> _Problem details_
Please transcribe the lines below exactly, and leave every image behind.
►
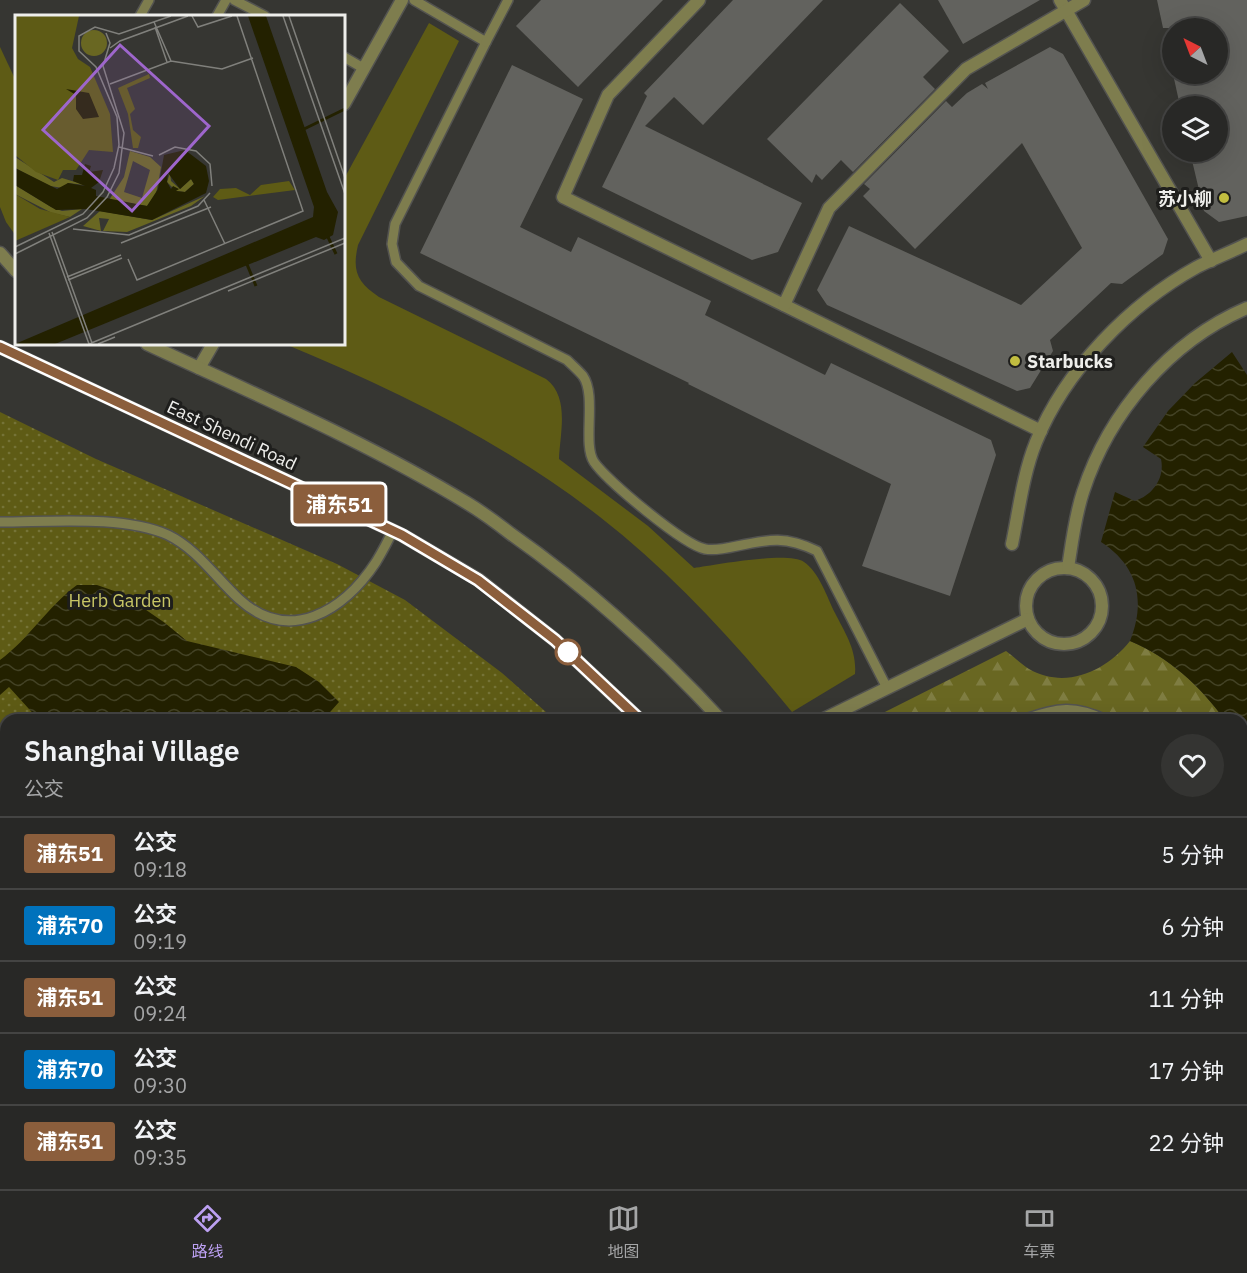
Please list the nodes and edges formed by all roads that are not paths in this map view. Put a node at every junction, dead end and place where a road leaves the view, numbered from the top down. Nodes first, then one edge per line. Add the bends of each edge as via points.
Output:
1 (149, 0) edge
2 (226, 0) edge
3 (234, 0) edge
4 (402, 0) edge
5 (414, 0) edge
6 (508, 0) edge
7 (699, 0) edge
8 (1084, 0) edge
9 (1063, 5) edge
10 (141, 15) edge
11 (218, 15) edge
12 (263, 15) edge
13 (486, 42) junction
14 (345, 58) edge
15 (363, 68) junction
16 (345, 102) edge
17 (1247, 244) edge
18 (0, 253) edge
19 (1211, 261) junction
20 (15, 270) edge
21 (784, 305) junction
22 (1247, 308) edge
23 (149, 345) edge
24 (212, 345) edge
25 (0, 347) edge
26 (199, 368) junction
27 (1041, 431) junction
28 (0, 522) edge
29 (393, 530) junction
30 (1012, 544) dead end
31 (1068, 568) junction
32 (1028, 619) junction
33 (887, 688) junction
34 (634, 714) edge
35 (715, 714) edge
36 (834, 714) edge
37 (1042, 714) edge
38 (1093, 714) edge

1 - 10 lane
2 - 11 lane
3 - 12 lane
4 - 15 street
5 - 13 lane
6 - 13 lane
7 - 21 street via 608,95 563,197
8 - 9 street
9 - 19 street
9 - 21 street via 966,69 829,208
13 - 33 lane via 395,224 392,244 396,262 419,286 567,360 584,378 590,405 592,459 608,479 683,539 705,549 767,539 798,542 817,551
14 - 15 lane
15 - 16 street
17 - 19 street
18 - 20 street
19 - 27 street via 1152,296 1112,331 1089,355
21 - 27 street
22 - 31 street via 1202,332 1162,365 1128,402 1084,489
23 - 26 street
24 - 26 street
25 - 29 street, East Shendi Road
26 - 35 street via 360,443 468,503 558,567 604,606
27 - 30 street via 1027,472
28 - 29 lane via 128,524 168,536 205,563 256,612 271,620 285,621 305,620 341,601 375,563
29 - 34 street, East Shendi Road via 478,580 555,640
31 - 32 street via 1043,574 1034,583 1028,594
31 - 32 street via 1080,571 1099,589 1102,615 1097,627 1078,642 1054,644 1042,639
32 - 33 street
33 - 36 street
37 - 38 lane via 1056,710 1085,710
◄
> _Task output_
Please list the nodes and edges formed by all roads that are not paths in this map view. Put a node at every junction, dead end and place where a road leaves the view, numbered from the top down. Nodes first, then one edge per line. Add the bends of each edge as via points.
Output:
1 (149, 0) edge
2 (226, 0) edge
3 (234, 0) edge
4 (402, 0) edge
5 (414, 0) edge
6 (508, 0) edge
7 (699, 0) edge
8 (1084, 0) edge
9 (1063, 5) edge
10 (141, 15) edge
11 (218, 15) edge
12 (263, 15) edge
13 (486, 42) junction
14 (345, 58) edge
15 (363, 68) junction
16 (345, 102) edge
17 (1247, 244) edge
18 (0, 253) edge
19 (1211, 261) junction
20 (15, 270) edge
21 (784, 305) junction
22 (1247, 308) edge
23 (149, 345) edge
24 (212, 345) edge
25 (0, 347) edge
26 (199, 368) junction
27 (1041, 431) junction
28 (0, 522) edge
29 (393, 530) junction
30 (1012, 544) dead end
31 (1068, 568) junction
32 (1028, 619) junction
33 (887, 688) junction
34 (634, 714) edge
35 (715, 714) edge
36 (834, 714) edge
37 (1042, 714) edge
38 (1093, 714) edge

1 - 10 lane
2 - 11 lane
3 - 12 lane
4 - 15 street
5 - 13 lane
6 - 13 lane
7 - 21 street via 608,95 563,197
8 - 9 street
9 - 19 street
9 - 21 street via 966,69 829,208
13 - 33 lane via 395,224 392,244 396,262 419,286 567,360 584,378 590,405 592,459 608,479 683,539 705,549 767,539 798,542 817,551
14 - 15 lane
15 - 16 street
17 - 19 street
18 - 20 street
19 - 27 street via 1152,296 1112,331 1089,355
21 - 27 street
22 - 31 street via 1202,332 1162,365 1128,402 1084,489
23 - 26 street
24 - 26 street
25 - 29 street, East Shendi Road
26 - 35 street via 360,443 468,503 558,567 604,606
27 - 30 street via 1027,472
28 - 29 lane via 128,524 168,536 205,563 256,612 271,620 285,621 305,620 341,601 375,563
29 - 34 street, East Shendi Road via 478,580 555,640
31 - 32 street via 1043,574 1034,583 1028,594
31 - 32 street via 1080,571 1099,589 1102,615 1097,627 1078,642 1054,644 1042,639
32 - 33 street
33 - 36 street
37 - 38 lane via 1056,710 1085,710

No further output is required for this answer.